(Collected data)
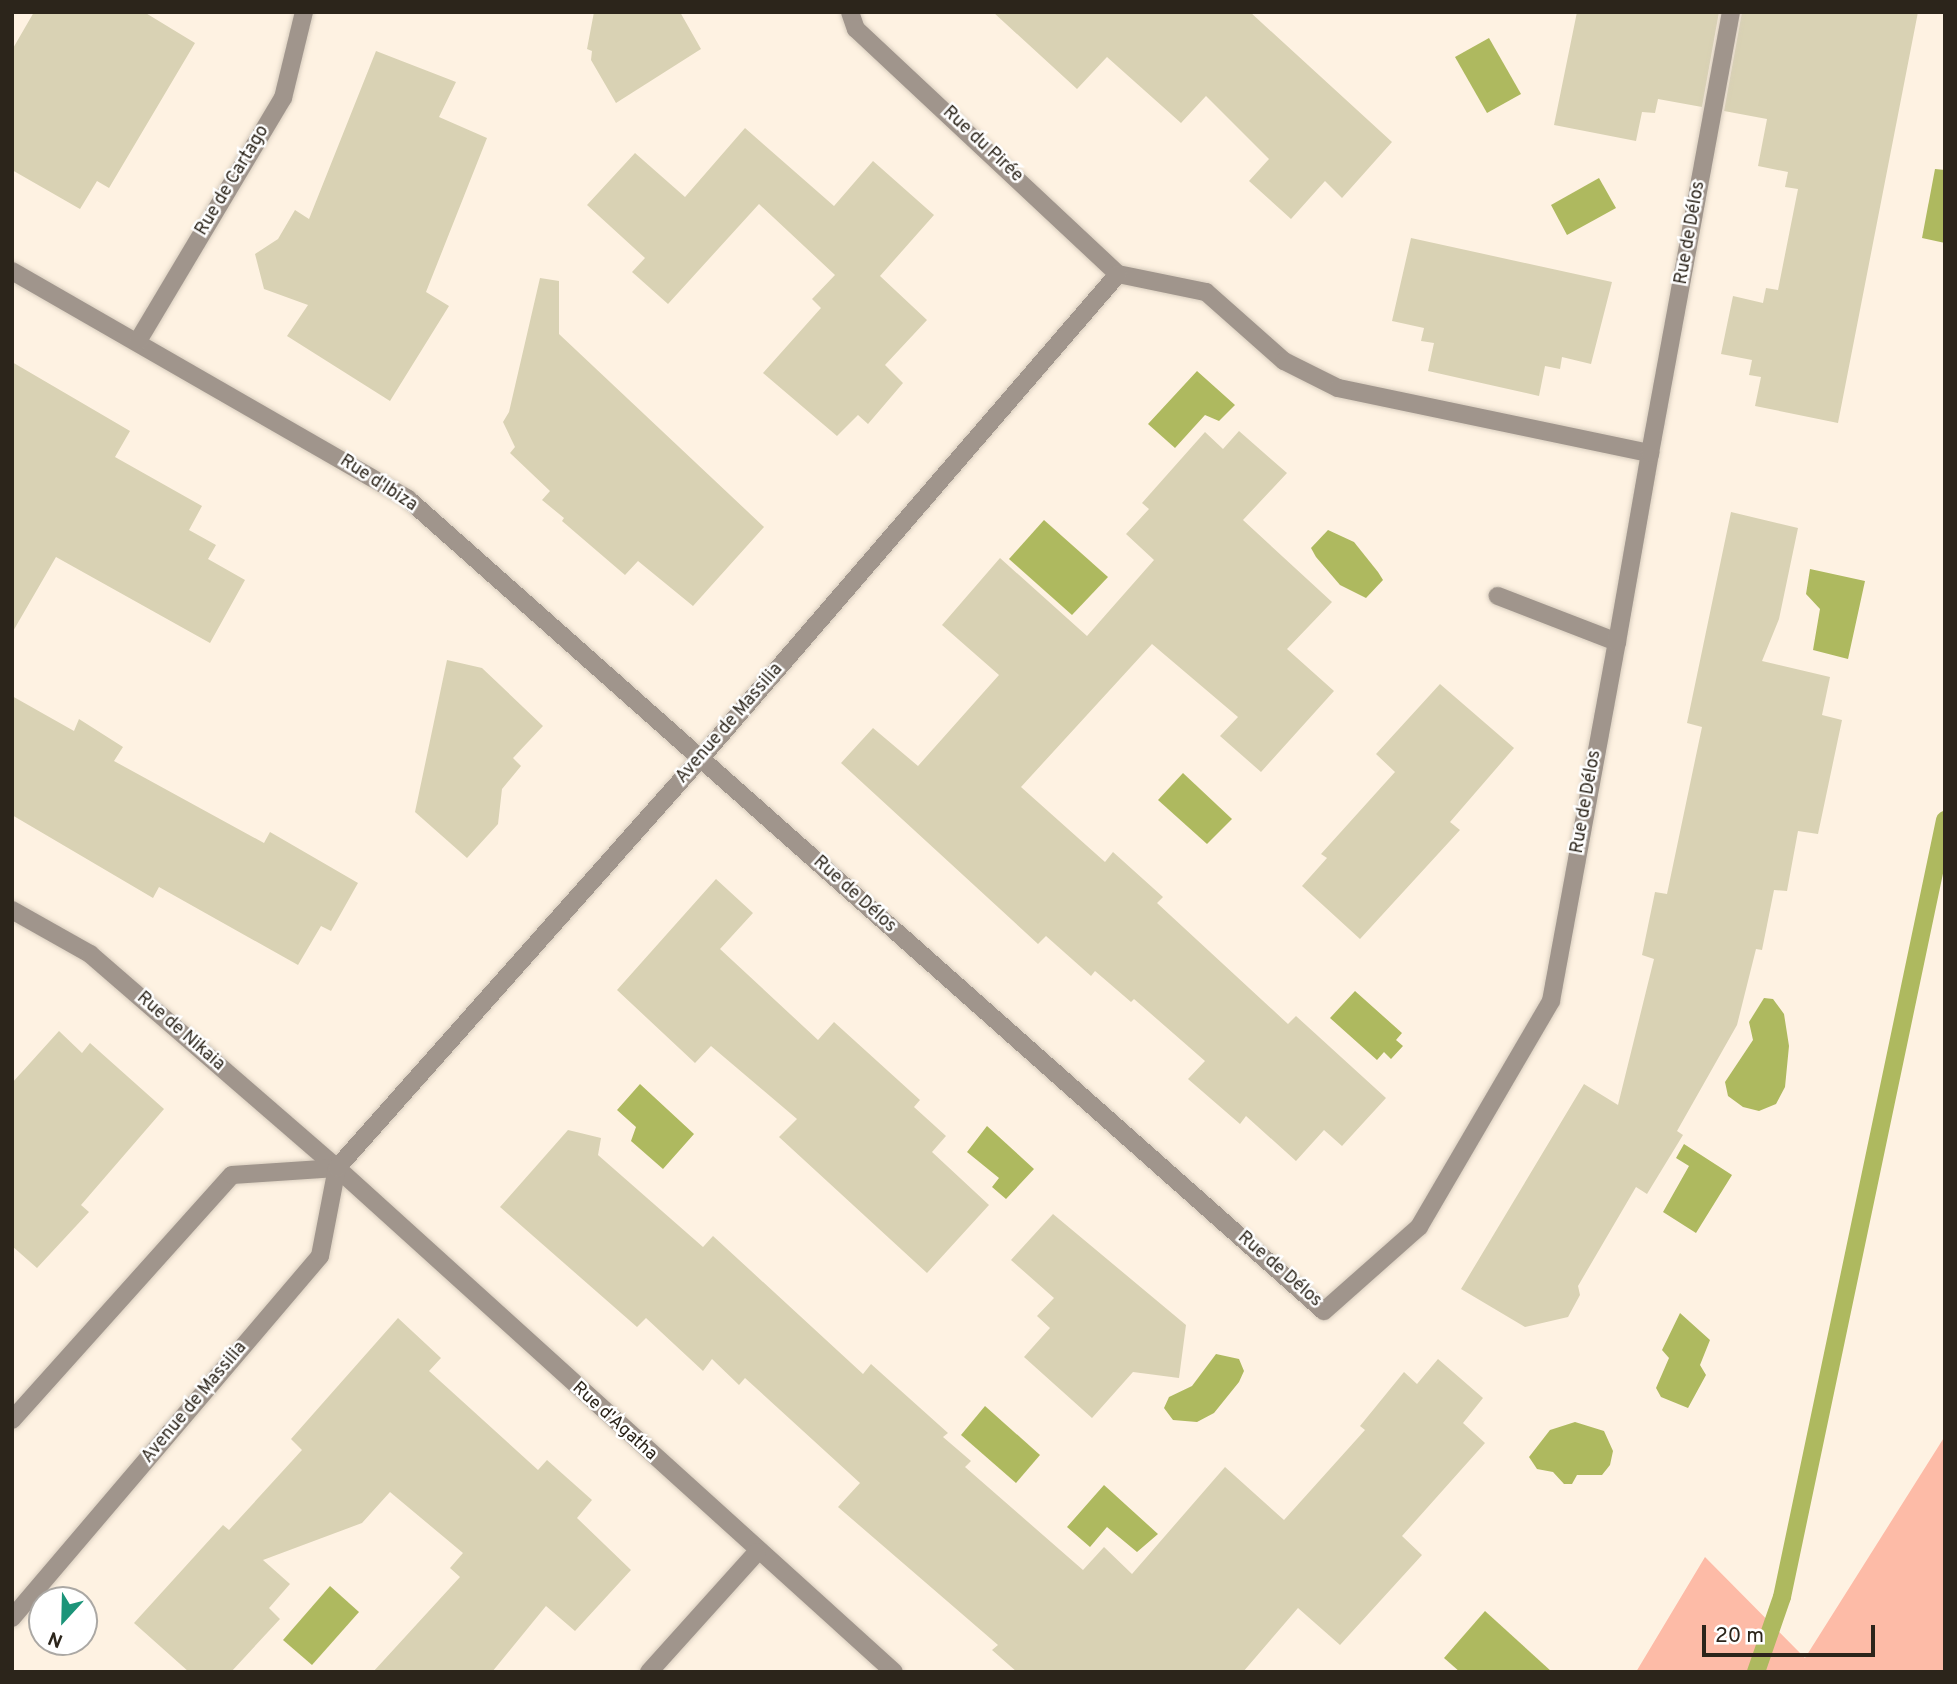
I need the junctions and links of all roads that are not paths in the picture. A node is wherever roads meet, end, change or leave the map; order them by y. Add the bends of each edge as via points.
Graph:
1 (304, 12) edge
2 (850, 12) edge
3 (1731, 12) edge
4 (12, 271) edge
5 (1118, 274) junction
6 (138, 341) junction
7 (1650, 453) junction
8 (1498, 596) dead end
9 (1616, 642) junction
10 (700, 759) junction
11 (12, 910) edge
12 (337, 1168) junction
13 (12, 1420) edge
14 (757, 1552) junction
15 (12, 1618) edge
16 (649, 1672) edge
17 (894, 1672) edge

1 - 6 street, Rue de Cartago via 283,98
2 - 5 street, Rue du Pirée via 856,29
3 - 7 street, Rue de Délos
4 - 6 street, Rue d'Ibiza
5 - 7 street via 1206,292 1284,361 1338,388
5 - 10 street, Avenue de Massilia
6 - 10 street, Rue d'Ibiza via 408,499
7 - 9 street, Rue de Délos
8 - 9 street
9 - 10 street, Rue de Délos via 1551,1001 1419,1227 1324,1311
10 - 12 street, Avenue de Massilia
11 - 12 street, Rue de Nikaia via 90,954
12 - 13 street via 232,1175
12 - 14 street, Rue d'Agatha
12 - 15 street, Avenue de Massilia via 320,1256
14 - 16 street
14 - 17 street, Rue d'Agatha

**TRY IT:**
Every line of the data should be copied as it stands, without the images.

**EXERCISE RESULT:**
I need the junctions and links of all roads that are not paths in the picture. A node is wherever roads meet, end, change or leave the map; order them by y. Add the bends of each edge as via points.
Graph:
1 (304, 12) edge
2 (850, 12) edge
3 (1731, 12) edge
4 (12, 271) edge
5 (1118, 274) junction
6 (138, 341) junction
7 (1650, 453) junction
8 (1498, 596) dead end
9 (1616, 642) junction
10 (700, 759) junction
11 (12, 910) edge
12 (337, 1168) junction
13 (12, 1420) edge
14 (757, 1552) junction
15 (12, 1618) edge
16 (649, 1672) edge
17 (894, 1672) edge

1 - 6 street, Rue de Cartago via 283,98
2 - 5 street, Rue du Pirée via 856,29
3 - 7 street, Rue de Délos
4 - 6 street, Rue d'Ibiza
5 - 7 street via 1206,292 1284,361 1338,388
5 - 10 street, Avenue de Massilia
6 - 10 street, Rue d'Ibiza via 408,499
7 - 9 street, Rue de Délos
8 - 9 street
9 - 10 street, Rue de Délos via 1551,1001 1419,1227 1324,1311
10 - 12 street, Avenue de Massilia
11 - 12 street, Rue de Nikaia via 90,954
12 - 13 street via 232,1175
12 - 14 street, Rue d'Agatha
12 - 15 street, Avenue de Massilia via 320,1256
14 - 16 street
14 - 17 street, Rue d'Agatha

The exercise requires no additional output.